Ms. Yusra Murad and Ms. Naheed Murad offer this training for how housed neighbors can be better neighbors to people experiencing homelessness, especially through better understanding of what makes and keeps people unhoused.
How can you advocate for housing policies that actually move people into safe, secure accommodations on the way to long-term homes? Bring your open mind and learning heart to this opportunity to have eyes opened to the realities our community is facing.
Bio of Trainers
Yusra Murad is a writer and housing justice advocate based in the Twin Cities. She also works at an organization that convenes health system leadership from across the nation, based out of Washington, D.C. In Minnesota, she works as an advocate and resource navigator with ZACAH, a Muslim-run, grassroots organization with the mission of 1) preventing homelessness via the redistribution of wealth in our community and 2) providing financial assistance and emergency housing for our unhoused neighbors. Aside from that I am working with some of the incredible religious and community leaders in Minneapolis to build a new ecosystem of resources – nonprofits, co-ops, etc – that can slowly reduce our reliance on government systems that have repeatedly failed our Black, Brown, Muslim, Indigenous and immigrant neighbors who are unhoused or at imminent risk of homelessness.
Naheed (her co-presenter/colleague, who also happens to be her mom) is a hematopathologist, co-founder of ZACAH and currently getting her MPH with a focus on health and housing.
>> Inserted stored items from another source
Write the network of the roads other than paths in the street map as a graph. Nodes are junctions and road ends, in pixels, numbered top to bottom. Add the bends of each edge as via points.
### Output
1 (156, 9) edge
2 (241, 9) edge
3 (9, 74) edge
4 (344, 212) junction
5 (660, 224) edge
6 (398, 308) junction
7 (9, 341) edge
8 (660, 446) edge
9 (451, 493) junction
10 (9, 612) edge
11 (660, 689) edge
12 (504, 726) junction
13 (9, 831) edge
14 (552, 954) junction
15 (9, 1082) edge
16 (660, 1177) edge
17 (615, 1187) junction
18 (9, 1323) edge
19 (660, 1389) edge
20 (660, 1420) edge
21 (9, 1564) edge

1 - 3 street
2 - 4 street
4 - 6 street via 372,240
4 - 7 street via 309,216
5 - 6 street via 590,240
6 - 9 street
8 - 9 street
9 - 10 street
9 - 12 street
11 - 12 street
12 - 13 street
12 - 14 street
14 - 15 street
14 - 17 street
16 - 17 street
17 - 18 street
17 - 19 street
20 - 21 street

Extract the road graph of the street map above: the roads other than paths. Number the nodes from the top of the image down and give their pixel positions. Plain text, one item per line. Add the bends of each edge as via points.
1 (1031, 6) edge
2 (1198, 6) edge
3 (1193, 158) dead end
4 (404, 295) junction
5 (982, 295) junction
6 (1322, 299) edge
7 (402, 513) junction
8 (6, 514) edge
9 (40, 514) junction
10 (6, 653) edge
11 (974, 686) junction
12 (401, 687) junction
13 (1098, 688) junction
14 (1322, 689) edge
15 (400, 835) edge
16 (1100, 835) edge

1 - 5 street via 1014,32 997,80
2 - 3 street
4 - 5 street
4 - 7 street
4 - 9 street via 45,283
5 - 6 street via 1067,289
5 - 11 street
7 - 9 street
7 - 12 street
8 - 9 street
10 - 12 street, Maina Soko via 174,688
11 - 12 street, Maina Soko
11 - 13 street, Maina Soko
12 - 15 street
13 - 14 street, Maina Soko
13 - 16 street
Londel French is an at-large representative on the Minneapolis Park and Recreation Board in Minnesota. He got into housing when hundreds of people were tenting in the parks because of being unhoused. French’s experience includes work for the Minneapolis parks, as a special education paraprofessional for the Minneapolis Public Schools, and as a union organizer for the Minneapolis Federation of Teachers Local 59. In his work and life, French focuses on making parks a place for community, providing professional pathways to park workers of color, focusing on racial, economic, gender and social justice and being a good steward. He stands up to corporate power that seeks to profit from public goods with no public benefit. He demands that environmental justice goes beyond which types of fertilizer we use in the parks, but also focuses on the racial and gender impact to our communities. As a black man running for office, he has been the victim of police brutality. He has fought for years to reform our Justice System with allies in the community. He advocates for using methods of restorative justice, mandate extensive trauma informed policing training, and seek to partner with other governmental agencies to provide services to those in need.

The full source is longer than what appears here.